9 thoughts on “It Chooses You by Miranda July

  1. Oh, man! This: “All I ever really want to know is how other people are making it through life — where do they put their body, hour by hour, and how do they cope inside of it.” Yes, yes, yes!


  2. I love the passage about Ron. I used to go to a dive bar in my neighborhood and sit for hours with an old man who once had a mail-order Russian bride. I would listen to him tell stories forever, then one day I invited him over for dinner. It was the most uncomfortable evening of my life and I realized that he was better left at the bar, where I could support him.


  3. Miranda July has such a way with finding the right words.
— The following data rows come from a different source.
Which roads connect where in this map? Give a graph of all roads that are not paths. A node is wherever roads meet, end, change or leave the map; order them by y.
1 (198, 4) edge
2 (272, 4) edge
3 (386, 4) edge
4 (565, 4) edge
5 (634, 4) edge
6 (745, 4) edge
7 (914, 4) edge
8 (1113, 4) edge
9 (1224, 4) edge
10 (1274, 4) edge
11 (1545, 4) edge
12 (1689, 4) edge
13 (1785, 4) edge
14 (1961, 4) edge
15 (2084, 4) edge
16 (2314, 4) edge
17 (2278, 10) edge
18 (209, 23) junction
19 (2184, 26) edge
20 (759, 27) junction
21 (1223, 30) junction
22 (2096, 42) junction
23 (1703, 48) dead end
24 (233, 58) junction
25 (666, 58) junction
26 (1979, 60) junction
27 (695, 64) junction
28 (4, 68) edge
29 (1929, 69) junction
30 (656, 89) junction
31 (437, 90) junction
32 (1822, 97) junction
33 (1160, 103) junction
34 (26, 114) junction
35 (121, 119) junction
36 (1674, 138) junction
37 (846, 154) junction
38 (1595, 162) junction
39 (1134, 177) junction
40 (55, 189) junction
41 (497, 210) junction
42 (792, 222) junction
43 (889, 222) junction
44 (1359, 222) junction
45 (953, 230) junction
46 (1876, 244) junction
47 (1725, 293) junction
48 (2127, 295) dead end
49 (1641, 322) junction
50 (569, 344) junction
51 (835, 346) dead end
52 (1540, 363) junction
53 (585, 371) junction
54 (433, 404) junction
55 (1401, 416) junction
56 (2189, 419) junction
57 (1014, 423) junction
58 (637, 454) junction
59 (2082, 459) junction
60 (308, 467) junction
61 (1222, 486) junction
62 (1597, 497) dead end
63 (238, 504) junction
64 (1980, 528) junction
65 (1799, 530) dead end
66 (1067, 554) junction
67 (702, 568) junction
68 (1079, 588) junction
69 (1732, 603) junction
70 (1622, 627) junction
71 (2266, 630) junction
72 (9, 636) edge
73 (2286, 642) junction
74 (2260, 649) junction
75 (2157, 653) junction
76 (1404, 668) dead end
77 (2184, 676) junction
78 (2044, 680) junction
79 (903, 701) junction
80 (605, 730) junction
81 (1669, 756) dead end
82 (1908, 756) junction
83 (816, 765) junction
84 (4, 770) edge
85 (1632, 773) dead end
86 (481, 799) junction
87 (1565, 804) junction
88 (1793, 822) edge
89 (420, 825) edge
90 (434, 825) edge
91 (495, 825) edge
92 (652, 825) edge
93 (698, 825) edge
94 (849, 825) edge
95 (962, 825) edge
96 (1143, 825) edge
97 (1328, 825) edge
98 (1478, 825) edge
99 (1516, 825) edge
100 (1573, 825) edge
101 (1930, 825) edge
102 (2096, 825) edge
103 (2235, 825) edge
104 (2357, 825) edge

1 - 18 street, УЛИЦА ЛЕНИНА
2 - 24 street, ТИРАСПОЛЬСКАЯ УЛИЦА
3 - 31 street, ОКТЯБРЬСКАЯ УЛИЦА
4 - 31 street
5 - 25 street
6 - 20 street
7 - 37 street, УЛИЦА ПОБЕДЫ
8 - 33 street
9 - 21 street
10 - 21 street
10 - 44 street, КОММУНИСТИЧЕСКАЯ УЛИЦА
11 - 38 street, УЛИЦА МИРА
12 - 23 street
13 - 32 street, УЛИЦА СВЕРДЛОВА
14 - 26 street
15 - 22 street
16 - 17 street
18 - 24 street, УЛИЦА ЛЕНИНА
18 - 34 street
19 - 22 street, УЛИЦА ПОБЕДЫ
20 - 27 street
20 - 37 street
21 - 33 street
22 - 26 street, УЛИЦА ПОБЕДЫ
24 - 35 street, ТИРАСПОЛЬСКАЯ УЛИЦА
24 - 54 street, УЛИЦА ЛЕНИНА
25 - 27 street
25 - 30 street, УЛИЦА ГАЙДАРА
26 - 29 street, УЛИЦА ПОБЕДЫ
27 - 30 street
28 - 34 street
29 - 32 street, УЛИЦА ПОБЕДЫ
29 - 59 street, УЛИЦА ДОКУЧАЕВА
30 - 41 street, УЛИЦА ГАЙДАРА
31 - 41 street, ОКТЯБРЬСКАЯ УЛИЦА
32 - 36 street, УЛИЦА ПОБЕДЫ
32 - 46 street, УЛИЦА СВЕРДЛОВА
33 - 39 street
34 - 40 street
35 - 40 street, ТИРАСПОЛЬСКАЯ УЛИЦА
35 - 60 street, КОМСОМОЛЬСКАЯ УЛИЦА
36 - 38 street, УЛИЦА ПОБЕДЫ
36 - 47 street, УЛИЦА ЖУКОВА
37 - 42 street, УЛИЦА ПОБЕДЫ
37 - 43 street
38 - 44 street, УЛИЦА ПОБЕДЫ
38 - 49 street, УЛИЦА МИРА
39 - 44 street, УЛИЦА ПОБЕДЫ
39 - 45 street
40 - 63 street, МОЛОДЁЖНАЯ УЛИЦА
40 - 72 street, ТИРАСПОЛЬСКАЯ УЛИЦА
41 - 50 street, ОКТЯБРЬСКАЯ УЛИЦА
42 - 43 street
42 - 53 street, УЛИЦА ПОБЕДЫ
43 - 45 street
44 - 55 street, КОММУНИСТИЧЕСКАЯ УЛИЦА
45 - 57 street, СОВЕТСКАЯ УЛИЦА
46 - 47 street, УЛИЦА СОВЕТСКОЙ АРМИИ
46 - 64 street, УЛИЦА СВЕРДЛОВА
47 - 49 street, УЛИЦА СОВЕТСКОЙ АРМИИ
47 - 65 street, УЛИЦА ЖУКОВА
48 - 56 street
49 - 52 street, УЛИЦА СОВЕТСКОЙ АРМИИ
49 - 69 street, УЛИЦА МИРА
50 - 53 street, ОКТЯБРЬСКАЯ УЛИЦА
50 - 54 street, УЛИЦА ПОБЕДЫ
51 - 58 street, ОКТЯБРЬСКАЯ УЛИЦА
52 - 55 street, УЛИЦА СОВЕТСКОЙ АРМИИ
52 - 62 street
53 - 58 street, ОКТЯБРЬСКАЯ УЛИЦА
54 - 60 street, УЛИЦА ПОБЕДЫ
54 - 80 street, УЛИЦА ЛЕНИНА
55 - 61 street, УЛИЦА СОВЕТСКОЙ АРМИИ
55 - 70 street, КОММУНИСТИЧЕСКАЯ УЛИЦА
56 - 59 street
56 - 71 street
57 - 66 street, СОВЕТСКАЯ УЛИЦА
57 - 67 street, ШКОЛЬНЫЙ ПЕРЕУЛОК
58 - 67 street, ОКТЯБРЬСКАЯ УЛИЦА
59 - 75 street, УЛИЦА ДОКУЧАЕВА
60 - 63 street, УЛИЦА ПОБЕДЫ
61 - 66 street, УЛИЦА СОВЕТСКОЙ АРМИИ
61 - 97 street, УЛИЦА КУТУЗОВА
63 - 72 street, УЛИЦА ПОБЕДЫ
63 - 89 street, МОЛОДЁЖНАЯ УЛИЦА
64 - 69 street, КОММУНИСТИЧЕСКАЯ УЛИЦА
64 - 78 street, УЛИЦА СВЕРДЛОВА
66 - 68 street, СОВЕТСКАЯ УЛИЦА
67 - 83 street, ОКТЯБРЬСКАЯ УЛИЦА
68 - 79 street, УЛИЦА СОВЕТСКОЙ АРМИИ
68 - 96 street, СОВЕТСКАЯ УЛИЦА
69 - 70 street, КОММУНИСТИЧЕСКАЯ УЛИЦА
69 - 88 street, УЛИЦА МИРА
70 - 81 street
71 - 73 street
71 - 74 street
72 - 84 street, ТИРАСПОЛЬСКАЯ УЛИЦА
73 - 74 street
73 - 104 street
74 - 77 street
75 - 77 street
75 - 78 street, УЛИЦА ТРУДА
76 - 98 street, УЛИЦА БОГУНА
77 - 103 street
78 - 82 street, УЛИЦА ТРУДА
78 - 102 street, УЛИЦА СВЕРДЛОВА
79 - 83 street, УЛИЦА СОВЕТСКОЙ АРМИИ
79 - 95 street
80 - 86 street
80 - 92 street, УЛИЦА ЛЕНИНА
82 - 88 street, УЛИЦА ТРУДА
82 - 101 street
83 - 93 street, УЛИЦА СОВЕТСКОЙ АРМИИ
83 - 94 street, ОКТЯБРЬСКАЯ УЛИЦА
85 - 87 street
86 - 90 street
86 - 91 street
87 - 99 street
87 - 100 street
The rest of us need Germanic traincar constructions (to borrow from Eugenides) that haven’t been invented yet to articulate interiority. Ms. July? Not so much. Her and Jeanette Winterson are the only two living authors I can think of who are that particular brand of poetically adept. If you haven’t read Winterson yet, by the way, you should – you will flip. I find myself saying “YES TO THAT” in my head (and sometimes aloud) on every single page. She is the master of elegant complication with a heartfelt linguistic clarity that speaks to the philosophical just as much as the everyday. I love that.

    But, I digress! I recently shared a quote of Miranda July’s as a part of my new project (see website link), and was delighted to stumble across her thoughts again here on your site. It makes me smile to see others savoring her words as much as I do.